**Brief**: Each entry needs to be reproduced exactly as it is.

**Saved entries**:
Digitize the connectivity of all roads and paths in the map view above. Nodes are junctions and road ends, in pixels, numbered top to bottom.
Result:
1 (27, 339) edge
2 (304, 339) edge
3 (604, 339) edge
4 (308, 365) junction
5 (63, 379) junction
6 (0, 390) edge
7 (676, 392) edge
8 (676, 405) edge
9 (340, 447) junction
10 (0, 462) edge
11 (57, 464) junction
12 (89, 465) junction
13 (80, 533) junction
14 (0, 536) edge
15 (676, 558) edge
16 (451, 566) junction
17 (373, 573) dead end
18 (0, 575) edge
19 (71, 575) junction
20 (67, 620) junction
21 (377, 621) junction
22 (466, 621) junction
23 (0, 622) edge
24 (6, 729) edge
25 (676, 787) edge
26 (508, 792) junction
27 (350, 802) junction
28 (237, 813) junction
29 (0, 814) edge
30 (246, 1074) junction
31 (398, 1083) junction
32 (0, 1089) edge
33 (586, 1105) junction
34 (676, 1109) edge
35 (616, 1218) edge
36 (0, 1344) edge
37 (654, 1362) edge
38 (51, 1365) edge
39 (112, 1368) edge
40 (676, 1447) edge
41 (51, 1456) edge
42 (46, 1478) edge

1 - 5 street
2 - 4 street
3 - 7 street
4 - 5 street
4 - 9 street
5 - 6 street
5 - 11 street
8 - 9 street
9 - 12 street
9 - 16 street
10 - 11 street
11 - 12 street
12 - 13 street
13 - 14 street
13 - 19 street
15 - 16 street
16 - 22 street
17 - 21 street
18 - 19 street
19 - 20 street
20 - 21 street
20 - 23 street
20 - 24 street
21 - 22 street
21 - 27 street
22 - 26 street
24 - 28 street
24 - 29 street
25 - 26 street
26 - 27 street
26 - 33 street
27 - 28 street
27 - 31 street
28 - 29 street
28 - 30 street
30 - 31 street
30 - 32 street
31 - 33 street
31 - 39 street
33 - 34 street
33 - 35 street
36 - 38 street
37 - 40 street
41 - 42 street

**Written solution**:
Digitize the connectivity of all roads and paths in the map view above. Nodes are junctions and road ends, in pixels, numbered top to bottom.
Result:
1 (27, 339) edge
2 (304, 339) edge
3 (604, 339) edge
4 (308, 365) junction
5 (63, 379) junction
6 (0, 390) edge
7 (676, 392) edge
8 (676, 405) edge
9 (340, 447) junction
10 (0, 462) edge
11 (57, 464) junction
12 (89, 465) junction
13 (80, 533) junction
14 (0, 536) edge
15 (676, 558) edge
16 (451, 566) junction
17 (373, 573) dead end
18 (0, 575) edge
19 (71, 575) junction
20 (67, 620) junction
21 (377, 621) junction
22 (466, 621) junction
23 (0, 622) edge
24 (6, 729) edge
25 (676, 787) edge
26 (508, 792) junction
27 (350, 802) junction
28 (237, 813) junction
29 (0, 814) edge
30 (246, 1074) junction
31 (398, 1083) junction
32 (0, 1089) edge
33 (586, 1105) junction
34 (676, 1109) edge
35 (616, 1218) edge
36 (0, 1344) edge
37 (654, 1362) edge
38 (51, 1365) edge
39 (112, 1368) edge
40 (676, 1447) edge
41 (51, 1456) edge
42 (46, 1478) edge

1 - 5 street
2 - 4 street
3 - 7 street
4 - 5 street
4 - 9 street
5 - 6 street
5 - 11 street
8 - 9 street
9 - 12 street
9 - 16 street
10 - 11 street
11 - 12 street
12 - 13 street
13 - 14 street
13 - 19 street
15 - 16 street
16 - 22 street
17 - 21 street
18 - 19 street
19 - 20 street
20 - 21 street
20 - 23 street
20 - 24 street
21 - 22 street
21 - 27 street
22 - 26 street
24 - 28 street
24 - 29 street
25 - 26 street
26 - 27 street
26 - 33 street
27 - 28 street
27 - 31 street
28 - 29 street
28 - 30 street
30 - 31 street
30 - 32 street
31 - 33 street
31 - 39 street
33 - 34 street
33 - 35 street
36 - 38 street
37 - 40 street
41 - 42 street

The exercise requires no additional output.